If you’re interested in whether or not the NSA can collect your phone calls, this week’s newsletter is for you. And … it’s got some good news and bad news.
First, the good news. The House passed, in pretty overwhelming fashion, a bill known as the USA Freedom Act. Supporters of the bill, including a great many privacy advocates and news outlets, have hailed the bill as putting an end to the NSA’s bulk collection of phone records. In addition, they point out that the bill makes an important move in requiring the presence of a privacy advocate when the secret FISA court reviews NSA requests to gather data on specific people without their knowledge. These are good things.
The bad news, at least if you have as little trust in the NSA and its advocates in Congress as I do, there is a very good chance that the records of millions of innocent Americans will remain subject to the federal dragnet. The reasons for that are pretty technical and certainly subject to interpretation, but if past behavior is any indication of what is likely to happen, it’s easy enough to explain.
In short, the NSA originally based its authority to collect data on most if not all American calls (and mass amounts of email and web traffic as well) on statutory language in the Patriot Act that just about any reasonable layperson would say does NOT give them that authority. Indeed, just in the last couple weeks, a federal court issued a ruling saying that based on the statutory language in question, the NSA did not in fact have that authority. When I look at it, I would tend to agree. Yet the NSA has been doing it anyway for years.
So while this new language passed by the House this week does not permit the NSA to store all of that mass data in-house, it does permit them to continue querying it. Indeed, while they will no longer have the data on their own servers, by some interpretations, the restrictions on what can be queried have actually been broadened.
In my experience, it’s important to maintain a healthy sense of skepticism. For instance, while the NSA itself says it can’t monitor electronic communications between Americans on U.S. soil, it does not take the same view of communications that occur overseas. This too gets a bit squirrelly because quite a bit of our web traffic, including email can end up getting bounced across servers overseas before reaching its final destination. Indeed it’s quite common for that to happen. Electronic data moves at the speed of light, so it’s not nearly as cumbersome as shipping a letter through London to get it from Tampa to Tacoma. That’s apparently just the way the internet works. So how restrictive a view do the NSA’s lawyers take of these electronic quirks? Is that domestic communication or foreign? Well… it did go overseas, didn’t it?
You could be forgiven for wondering how far they are likely to push the new statutory language about what they can query. You could also be forgiven for wondering how open and honest are they going to be with your elected representatives in Congress about the actions they are taking based on the ambiguous language Congress passes.
Based on my own personal experience, not very. You may recall a hearing a couple years back in which Senator Ron Wyden, a member of the Senate Intelligence Committee asked Director of National Intelligence if the NSA was collecting, “any type of data at all on millions or hundreds of millions of Americans.”
Mr. Clapper’s answer? “No.
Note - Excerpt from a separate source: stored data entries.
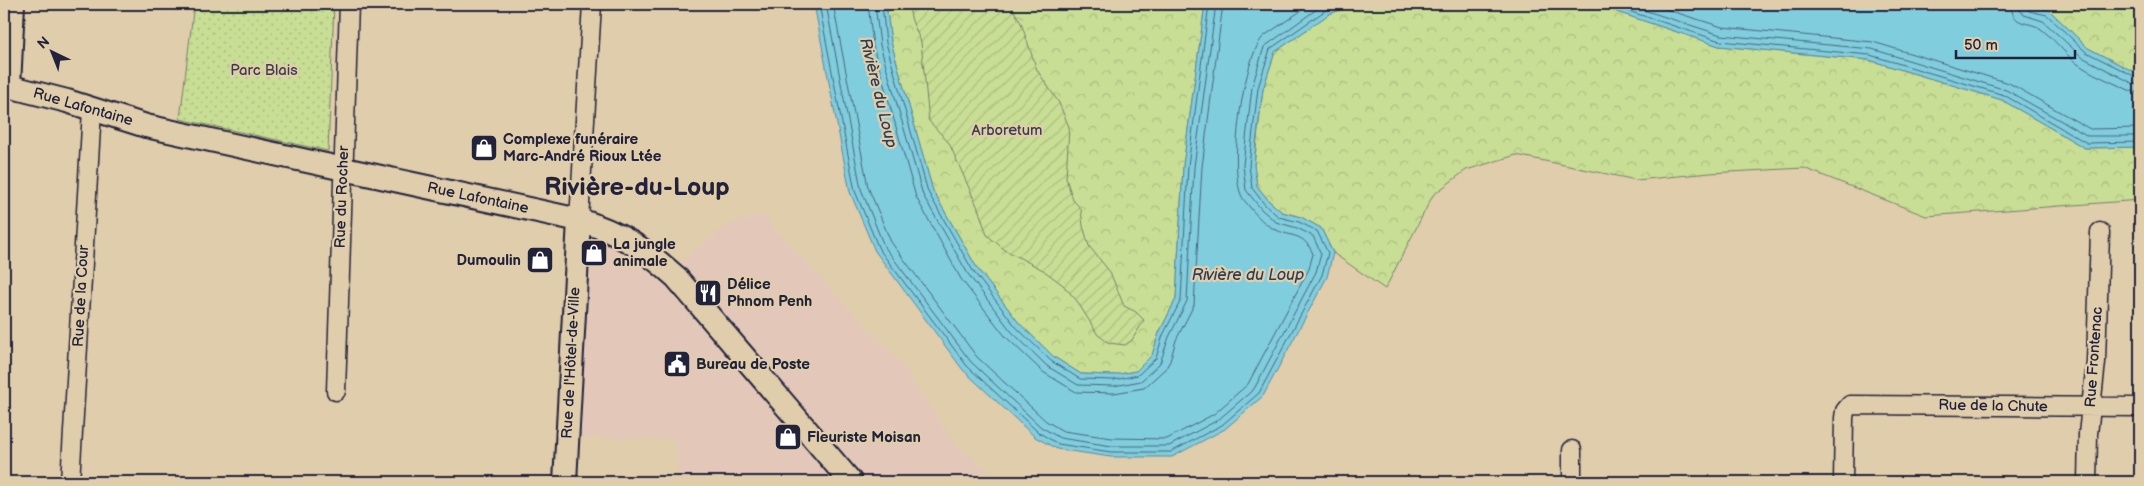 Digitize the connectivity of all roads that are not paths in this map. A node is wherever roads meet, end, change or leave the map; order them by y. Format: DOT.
graph roads {
  1 [pos="13,4"];
  2 [pos="350,4"];
  3 [pos="592,4"];
  4 [pos="6,86"];
  5 [pos="92,110"];
  6 [pos="343,169"];
  7 [pos="579,220"];
  8 [pos="2100,232"];
  9 [pos="336,391"];
  10 [pos="2092,407"];
  11 [pos="2140,407"];
  12 [pos="1572,450"];
  13 [pos="70,482"];
  14 [pos="565,482"];
  15 [pos="851,482"];
  16 [pos="1572,482"];
  17 [pos="1843,482"];
  18 [pos="2087,482"];
  1 -- 4 [label="main road"];
  2 -- 6 [label="street, Rue du Rocher"];
  3 -- 7 [label="street, Rue de l'Hôtel-de-Ville"];
  4 -- 5 [label="main road, Rue Lafontaine"];
  5 -- 6 [label="main road, Rue Lafontaine"];
  5 -- 13 [label="street, Rue de la Cour"];
  6 -- 7 [label="main road, Rue Lafontaine"];
  6 -- 9 [label="street, Rue du Rocher"];
  7 -- 14 [label="main road, Rue de l'Hôtel-de-Ville"];
  7 -- 15 [label="main road, Rue Lafontaine"];
  8 -- 10 [label="street, Rue Frontenac"];
  10 -- 11 [label="street, Rue de la Chute"];
  10 -- 17 [label="street, Rue de la Chute"];
  10 -- 18 [label="street, Rue Frontenac"];
  12 -- 16 [label="street"];
} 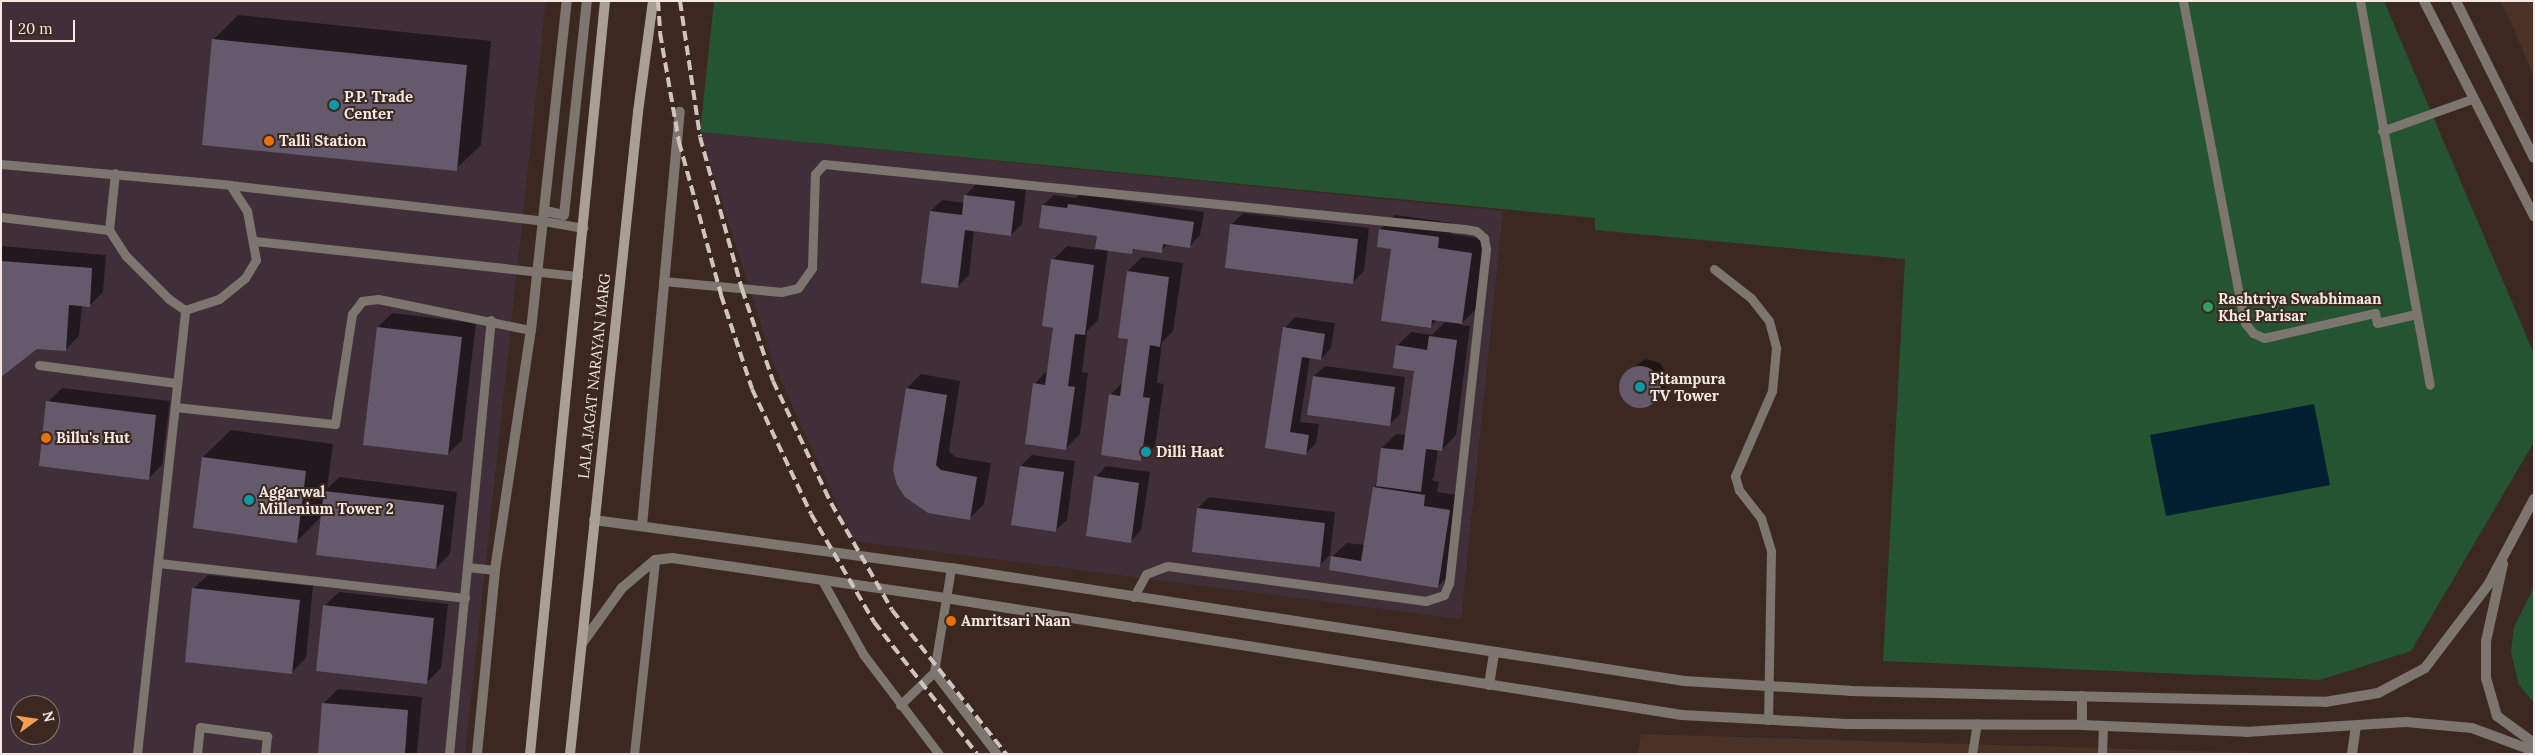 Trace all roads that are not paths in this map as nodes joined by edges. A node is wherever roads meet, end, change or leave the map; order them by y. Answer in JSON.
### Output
{"nodes":[{"id":1,"x":567,"y":1,"type":"edge"},
{"id":2,"x":587,"y":1,"type":"edge"},
{"id":3,"x":605,"y":1,"type":"edge"},
{"id":4,"x":653,"y":1,"type":"edge"},
{"id":5,"x":2183,"y":1,"type":"edge"},
{"id":6,"x":2360,"y":1,"type":"edge"},
{"id":7,"x":2424,"y":1,"type":"edge"},
{"id":8,"x":2456,"y":1,"type":"edge"},
{"id":9,"x":2472,"y":99,"type":"junction"},
{"id":10,"x":680,"y":112,"type":"dead end"},
{"id":11,"x":2382,"y":131,"type":"junction"},
{"id":12,"x":2534,"y":158,"type":"edge"},
{"id":13,"x":1,"y":164,"type":"edge"},
{"id":14,"x":115,"y":173,"type":"junction"},
{"id":15,"x":230,"y":185,"type":"junction"},
{"id":16,"x":544,"y":216,"type":"junction"},
{"id":17,"x":2534,"y":216,"type":"edge"},
{"id":18,"x":1,"y":218,"type":"edge"},
{"id":19,"x":583,"y":228,"type":"junction"},
{"id":20,"x":109,"y":230,"type":"junction"},
{"id":21,"x":255,"y":240,"type":"junction"},
{"id":22,"x":1714,"y":269,"type":"dead end"},
{"id":23,"x":537,"y":274,"type":"junction"},
{"id":24,"x":578,"y":276,"type":"junction"},
{"id":25,"x":663,"y":281,"type":"junction"},
{"id":26,"x":185,"y":310,"type":"junction"},
{"id":27,"x":2416,"y":314,"type":"junction"},
{"id":28,"x":491,"y":320,"type":"junction"},
{"id":29,"x":531,"y":330,"type":"junction"},
{"id":30,"x":39,"y":365,"type":"dead end"},
{"id":31,"x":176,"y":383,"type":"junction"},
{"id":32,"x":2430,"y":385,"type":"dead end"},
{"id":33,"x":175,"y":407,"type":"junction"},
{"id":34,"x":2534,"y":499,"type":"edge"},
{"id":35,"x":594,"y":520,"type":"junction"},
{"id":36,"x":642,"y":526,"type":"junction"},
{"id":37,"x":2506,"y":550,"type":"junction"},
{"id":38,"x":655,"y":560,"type":"junction"},
{"id":39,"x":158,"y":563,"type":"junction"},
{"id":40,"x":467,"y":567,"type":"junction"},
{"id":41,"x":951,"y":568,"type":"junction"},
{"id":42,"x":495,"y":570,"type":"junction"},
{"id":43,"x":823,"y":582,"type":"junction"},
{"id":44,"x":1134,"y":597,"type":"junction"},
{"id":45,"x":465,"y":598,"type":"junction"},
{"id":46,"x":945,"y":598,"type":"junction"},
{"id":47,"x":583,"y":642,"type":"junction"},
{"id":48,"x":1494,"y":653,"type":"junction"},
{"id":49,"x":934,"y":672,"type":"junction"},
{"id":50,"x":1489,"y":686,"type":"junction"},
{"id":51,"x":1771,"y":686,"type":"junction"},
{"id":52,"x":2082,"y":696,"type":"junction"},
{"id":53,"x":900,"y":705,"type":"junction"},
{"id":54,"x":1768,"y":720,"type":"junction"},
{"id":55,"x":1977,"y":723,"type":"junction"},
{"id":56,"x":2082,"y":725,"type":"junction"},
{"id":57,"x":2103,"y":726,"type":"junction"},
{"id":58,"x":2356,"y":726,"type":"junction"},
{"id":59,"x":2534,"y":744,"type":"edge"},
{"id":60,"x":2534,"y":751,"type":"edge"},
{"id":61,"x":137,"y":754,"type":"edge"},
{"id":62,"x":197,"y":754,"type":"edge"},
{"id":63,"x":265,"y":754,"type":"edge"},
{"id":64,"x":449,"y":754,"type":"edge"},
{"id":65,"x":476,"y":754,"type":"edge"},
{"id":66,"x":530,"y":754,"type":"edge"},
{"id":67,"x":570,"y":754,"type":"edge"},
{"id":68,"x":634,"y":754,"type":"edge"},
{"id":69,"x":939,"y":754,"type":"edge"},
{"id":70,"x":997,"y":754,"type":"edge"},
{"id":71,"x":1972,"y":754,"type":"edge"},
{"id":72,"x":2102,"y":754,"type":"edge"},
{"id":73,"x":2352,"y":754,"type":"edge"}],
"edges":[{"from":1,"to":16,"type":"street"},
{"from":2,"to":16,"type":"street"},
{"from":3,"to":19,"type":"main road","name":"LALA JAGAT NARAYAN MARG"},
{"from":4,"to":35,"type":"main road","name":"LALA JAGAT NARAYAN MARG"},
{"from":5,"to":27,"type":"lane"},
{"from":6,"to":11,"type":"lane"},
{"from":7,"to":9,"type":"street"},
{"from":8,"to":12,"type":"street"},
{"from":9,"to":11,"type":"lane"},
{"from":9,"to":17,"type":"street"},
{"from":10,"to":25,"type":"street"},
{"from":11,"to":27,"type":"lane"},
{"from":13,"to":14,"type":"lane"},
{"from":14,"to":15,"type":"lane"},
{"from":14,"to":20,"type":"lane"},
{"from":15,"to":16,"type":"lane"},
{"from":15,"to":21,"type":"lane"},
{"from":16,"to":19,"type":"lane"},
{"from":16,"to":23,"type":"street"},
{"from":18,"to":20,"type":"lane"},
{"from":19,"to":24,"type":"main road","name":"LALA JAGAT NARAYAN MARG"},
{"from":20,"to":26,"type":"lane"},
{"from":21,"to":23,"type":"lane"},
{"from":21,"to":26,"type":"lane"},
{"from":22,"to":51,"type":"lane"},
{"from":23,"to":24,"type":"lane"},
{"from":23,"to":29,"type":"street"},
{"from":24,"to":66,"type":"main road","name":"LALA JAGAT NARAYAN MARG"},
{"from":25,"to":36,"type":"street"},
{"from":25,"to":44,"type":"lane"},
{"from":26,"to":31,"type":"lane"},
{"from":27,"to":32,"type":"lane"},
{"from":28,"to":29,"type":"lane"},
{"from":28,"to":33,"type":"lane"},
{"from":28,"to":40,"type":"lane"},
{"from":29,"to":42,"type":"street"},
{"from":30,"to":31,"type":"lane"},
{"from":31,"to":33,"type":"lane"},
{"from":33,"to":39,"type":"lane"},
{"from":34,"to":37,"type":"street"},
{"from":35,"to":36,"type":"street"},
{"from":35,"to":47,"type":"main road","name":"LALA JAGAT NARAYAN MARG"},
{"from":36,"to":41,"type":"street"},
{"from":37,"to":52,"type":"street"},
{"from":37,"to":59,"type":"street"},
{"from":38,"to":43,"type":"street"},
{"from":38,"to":47,"type":"street"},
{"from":38,"to":68,"type":"lane"},
{"from":39,"to":45,"type":"lane"},
{"from":39,"to":61,"type":"lane"},
{"from":40,"to":42,"type":"lane"},
{"from":40,"to":45,"type":"lane"},
{"from":41,"to":44,"type":"street"},
{"from":41,"to":46,"type":"lane"},
{"from":42,"to":65,"type":"street"},
{"from":43,"to":46,"type":"street"},
{"from":43,"to":53,"type":"lane"},
{"from":44,"to":48,"type":"street"},
{"from":45,"to":64,"type":"lane"},
{"from":46,"to":49,"type":"lane"},
{"from":46,"to":50,"type":"street"},
{"from":47,"to":67,"type":"main road","name":"LALA JAGAT NARAYAN MARG"},
{"from":48,"to":50,"type":"street"},
{"from":48,"to":51,"type":"street"},
{"from":49,"to":53,"type":"lane"},
{"from":49,"to":70,"type":"lane"},
{"from":50,"to":54,"type":"street"},
{"from":51,"to":52,"type":"street"},
{"from":51,"to":54,"type":"lane"},
{"from":52,"to":56,"type":"street"},
{"from":53,"to":69,"type":"lane"},
{"from":54,"to":55,"type":"street"},
{"from":55,"to":56,"type":"street"},
{"from":55,"to":71,"type":"lane"},
{"from":56,"to":57,"type":"street"},
{"from":57,"to":58,"type":"street"},
{"from":57,"to":72,"type":"lane"},
{"from":58,"to":60,"type":"street"},
{"from":58,"to":73,"type":"street"},
{"from":62,"to":63,"type":"lane"}]}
Not wittingly.”
When the Snowden leak came out and uproar ensued, many members of Congress, including myself wanted to know why we had not been briefed that these programs were in place. The NSA sort of shrugged and said that they’d told Congress repeatedly about these programs. Only it was through oblique references in various classified documents that we were only permitted to read in a secure vault without our own staff members present. We couldn’t take a copy with us, obviously. And we couldn’t bring in our own attorneys, experts, etc. to provide unbiased counsel on what we were looking at. Frankly, even if we could, you’d have to know what you’re looking for. And even if you’d found it, you’d have to take them at their word about what X, Y, or Z program name actually did. There’s certainly no bold text or highlighted section that says, “here’s where we make very questionable assumptions about what Congress has given us permission to do”.
With the benefit of hindsight, when this questionable activity comes to light, it’s possible to go back and see the specific verbiage that Congress passed and how that language was stretched to permit activity that most members would not have felt comfortable with. In the rushed days leading up to an authorization vote, particularly in the days after a terrorist attach, it can be tricky to anticipate how language might be used. What looks like very straightforward language restricting the NSA’s activities in a reform bill can actually be a very cleverly worded restatement of current law (which the NSA has based their activities on in the first place). The point is, it pays to read carefully and with a very skeptical eye.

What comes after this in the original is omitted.